■ **Supplied records**

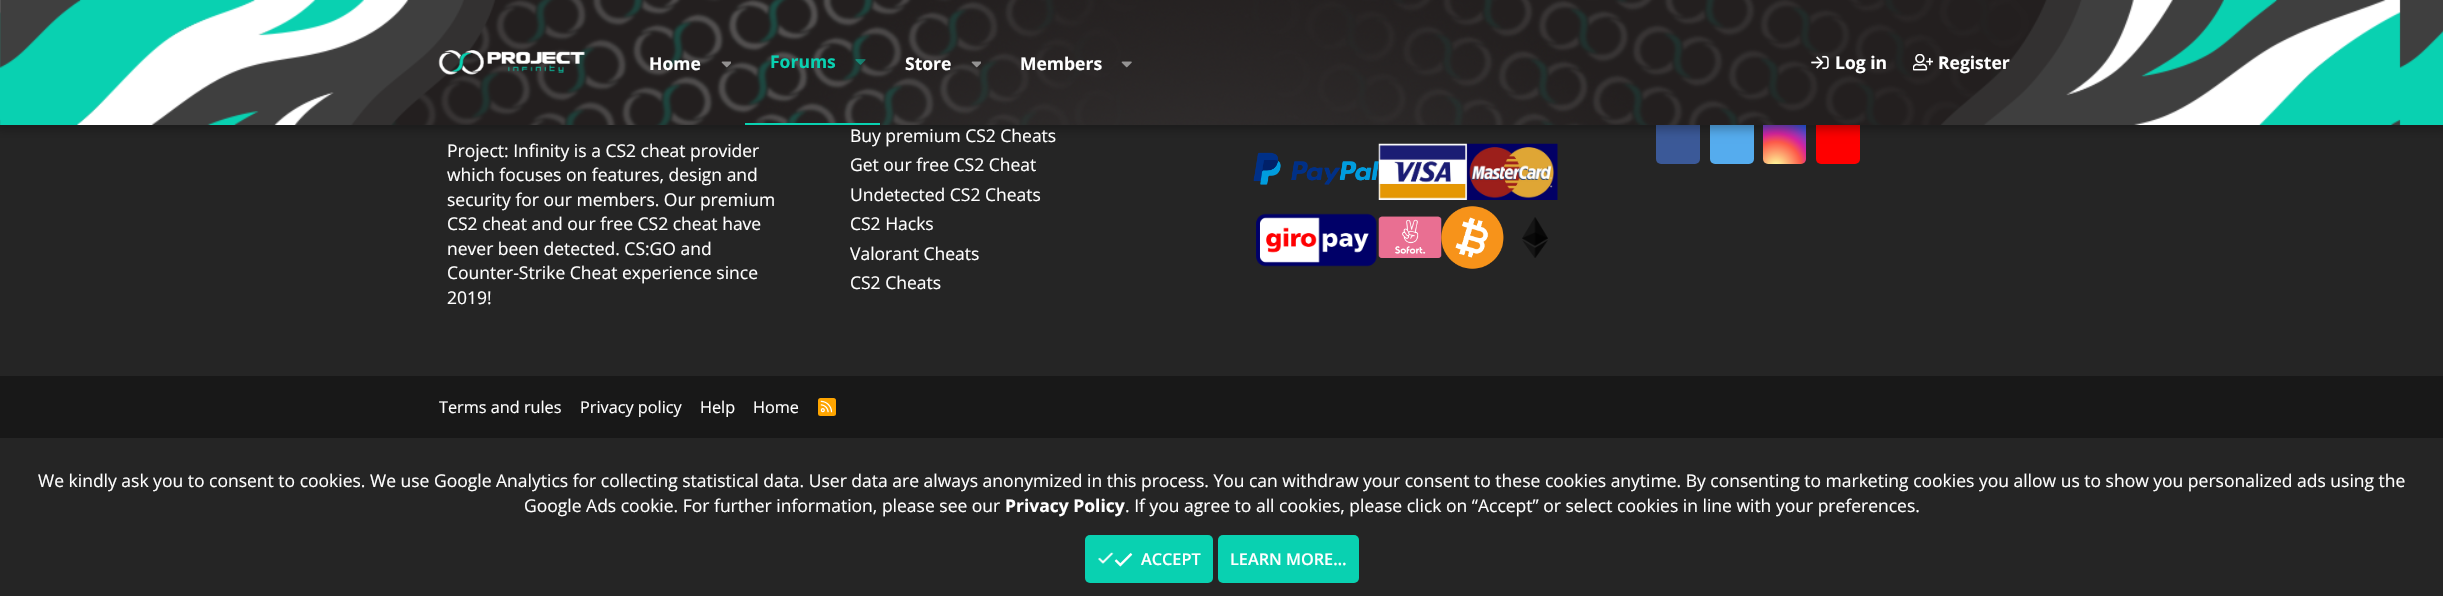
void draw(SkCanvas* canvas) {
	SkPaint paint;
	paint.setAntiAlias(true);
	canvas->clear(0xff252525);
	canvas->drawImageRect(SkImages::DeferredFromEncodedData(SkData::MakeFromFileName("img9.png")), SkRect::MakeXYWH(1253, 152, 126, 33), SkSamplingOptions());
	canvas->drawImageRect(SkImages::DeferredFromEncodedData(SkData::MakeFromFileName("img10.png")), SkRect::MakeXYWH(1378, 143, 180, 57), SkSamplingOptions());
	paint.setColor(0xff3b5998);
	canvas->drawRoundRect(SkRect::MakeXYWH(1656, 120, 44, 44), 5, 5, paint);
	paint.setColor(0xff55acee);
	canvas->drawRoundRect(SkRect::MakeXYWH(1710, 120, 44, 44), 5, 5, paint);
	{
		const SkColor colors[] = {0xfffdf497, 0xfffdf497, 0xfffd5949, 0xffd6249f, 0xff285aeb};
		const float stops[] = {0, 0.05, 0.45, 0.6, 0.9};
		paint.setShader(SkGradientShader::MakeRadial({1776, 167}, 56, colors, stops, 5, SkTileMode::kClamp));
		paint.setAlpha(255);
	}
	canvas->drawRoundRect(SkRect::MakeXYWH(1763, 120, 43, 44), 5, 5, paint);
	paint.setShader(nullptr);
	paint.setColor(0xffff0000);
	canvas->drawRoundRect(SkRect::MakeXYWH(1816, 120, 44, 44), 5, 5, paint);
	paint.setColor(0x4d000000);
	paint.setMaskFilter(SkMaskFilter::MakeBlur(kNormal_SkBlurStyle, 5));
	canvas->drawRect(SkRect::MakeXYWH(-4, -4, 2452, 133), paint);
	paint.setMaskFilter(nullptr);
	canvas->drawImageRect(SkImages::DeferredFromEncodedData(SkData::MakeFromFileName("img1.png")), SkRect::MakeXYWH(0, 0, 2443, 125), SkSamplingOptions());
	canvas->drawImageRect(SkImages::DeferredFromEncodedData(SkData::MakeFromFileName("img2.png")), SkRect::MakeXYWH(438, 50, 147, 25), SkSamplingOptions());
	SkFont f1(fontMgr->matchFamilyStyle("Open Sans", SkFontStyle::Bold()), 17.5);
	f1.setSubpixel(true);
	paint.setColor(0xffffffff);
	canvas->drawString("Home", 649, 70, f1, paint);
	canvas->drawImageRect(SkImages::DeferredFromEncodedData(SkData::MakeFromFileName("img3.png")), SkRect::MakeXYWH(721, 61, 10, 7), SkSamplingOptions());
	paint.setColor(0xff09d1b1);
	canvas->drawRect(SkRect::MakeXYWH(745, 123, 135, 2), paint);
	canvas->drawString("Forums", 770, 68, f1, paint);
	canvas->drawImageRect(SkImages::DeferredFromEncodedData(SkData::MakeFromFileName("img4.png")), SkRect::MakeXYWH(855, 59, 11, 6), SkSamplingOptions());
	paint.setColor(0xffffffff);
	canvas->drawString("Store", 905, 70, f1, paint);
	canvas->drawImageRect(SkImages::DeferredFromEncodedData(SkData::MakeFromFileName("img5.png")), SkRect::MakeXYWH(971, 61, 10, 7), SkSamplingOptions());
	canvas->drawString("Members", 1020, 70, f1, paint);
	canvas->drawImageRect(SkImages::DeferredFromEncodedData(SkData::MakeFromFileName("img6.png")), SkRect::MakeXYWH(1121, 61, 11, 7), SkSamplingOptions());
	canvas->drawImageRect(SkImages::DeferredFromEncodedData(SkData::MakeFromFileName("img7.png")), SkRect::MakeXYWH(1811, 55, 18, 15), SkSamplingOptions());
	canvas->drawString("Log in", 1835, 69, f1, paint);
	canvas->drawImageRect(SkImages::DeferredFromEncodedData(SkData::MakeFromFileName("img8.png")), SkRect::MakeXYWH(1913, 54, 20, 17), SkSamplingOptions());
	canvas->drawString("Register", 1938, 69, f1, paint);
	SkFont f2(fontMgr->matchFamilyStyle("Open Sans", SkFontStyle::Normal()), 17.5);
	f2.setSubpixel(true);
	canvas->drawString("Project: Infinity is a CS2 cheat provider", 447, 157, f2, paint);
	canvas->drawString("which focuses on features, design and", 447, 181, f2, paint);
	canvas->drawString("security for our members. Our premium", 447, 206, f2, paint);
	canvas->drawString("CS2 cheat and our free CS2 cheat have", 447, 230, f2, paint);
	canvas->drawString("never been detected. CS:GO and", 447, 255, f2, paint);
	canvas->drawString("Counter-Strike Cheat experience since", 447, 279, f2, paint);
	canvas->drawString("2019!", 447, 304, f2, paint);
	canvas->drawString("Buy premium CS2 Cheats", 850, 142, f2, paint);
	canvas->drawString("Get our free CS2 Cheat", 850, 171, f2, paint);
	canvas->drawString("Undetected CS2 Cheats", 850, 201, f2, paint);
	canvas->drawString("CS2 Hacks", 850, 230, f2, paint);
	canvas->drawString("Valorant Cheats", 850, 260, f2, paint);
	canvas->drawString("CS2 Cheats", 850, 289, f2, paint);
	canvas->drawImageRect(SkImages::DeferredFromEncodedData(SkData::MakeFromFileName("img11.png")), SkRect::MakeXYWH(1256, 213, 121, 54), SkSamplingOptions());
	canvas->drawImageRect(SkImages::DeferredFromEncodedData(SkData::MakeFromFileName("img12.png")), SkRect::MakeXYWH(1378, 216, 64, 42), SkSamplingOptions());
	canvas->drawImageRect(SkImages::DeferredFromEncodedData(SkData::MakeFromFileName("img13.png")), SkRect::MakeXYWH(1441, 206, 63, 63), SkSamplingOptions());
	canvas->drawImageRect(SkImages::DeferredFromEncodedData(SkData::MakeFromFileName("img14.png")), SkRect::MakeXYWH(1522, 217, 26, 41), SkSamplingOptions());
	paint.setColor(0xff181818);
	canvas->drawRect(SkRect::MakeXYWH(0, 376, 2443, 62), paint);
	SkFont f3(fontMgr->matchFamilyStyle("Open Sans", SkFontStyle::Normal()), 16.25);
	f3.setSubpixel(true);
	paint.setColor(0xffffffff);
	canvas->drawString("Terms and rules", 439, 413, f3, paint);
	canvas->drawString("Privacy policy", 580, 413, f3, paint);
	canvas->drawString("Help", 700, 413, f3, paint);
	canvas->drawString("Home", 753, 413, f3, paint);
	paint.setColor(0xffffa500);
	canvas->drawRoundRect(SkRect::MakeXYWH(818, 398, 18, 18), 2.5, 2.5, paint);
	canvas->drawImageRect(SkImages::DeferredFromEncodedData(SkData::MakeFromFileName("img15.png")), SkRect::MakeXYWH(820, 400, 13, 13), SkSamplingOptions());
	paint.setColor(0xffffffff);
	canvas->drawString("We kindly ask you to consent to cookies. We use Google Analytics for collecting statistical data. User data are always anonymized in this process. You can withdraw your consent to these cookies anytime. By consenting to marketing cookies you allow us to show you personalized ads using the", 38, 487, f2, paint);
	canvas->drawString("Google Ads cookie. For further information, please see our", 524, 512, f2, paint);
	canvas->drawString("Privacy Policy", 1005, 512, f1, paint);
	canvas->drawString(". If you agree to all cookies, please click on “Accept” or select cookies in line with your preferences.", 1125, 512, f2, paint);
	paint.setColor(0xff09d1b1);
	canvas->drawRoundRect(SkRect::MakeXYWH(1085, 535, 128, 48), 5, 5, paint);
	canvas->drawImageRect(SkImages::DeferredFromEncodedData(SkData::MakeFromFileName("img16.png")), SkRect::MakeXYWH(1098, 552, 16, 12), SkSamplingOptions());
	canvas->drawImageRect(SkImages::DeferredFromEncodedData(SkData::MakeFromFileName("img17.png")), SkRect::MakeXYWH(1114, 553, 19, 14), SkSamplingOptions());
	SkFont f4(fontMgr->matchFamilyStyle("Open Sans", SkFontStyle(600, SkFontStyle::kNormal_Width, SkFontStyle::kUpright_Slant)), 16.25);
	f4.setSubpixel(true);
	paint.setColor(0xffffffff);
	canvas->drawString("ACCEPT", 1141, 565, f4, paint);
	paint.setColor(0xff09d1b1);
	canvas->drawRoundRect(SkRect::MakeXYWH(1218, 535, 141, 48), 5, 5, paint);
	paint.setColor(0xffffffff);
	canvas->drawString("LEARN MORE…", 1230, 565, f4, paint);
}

■ **Instructions to follow**
Would you count the lines of the listing above that hold the string "const" and give only the resulting number?

■ **Response**
2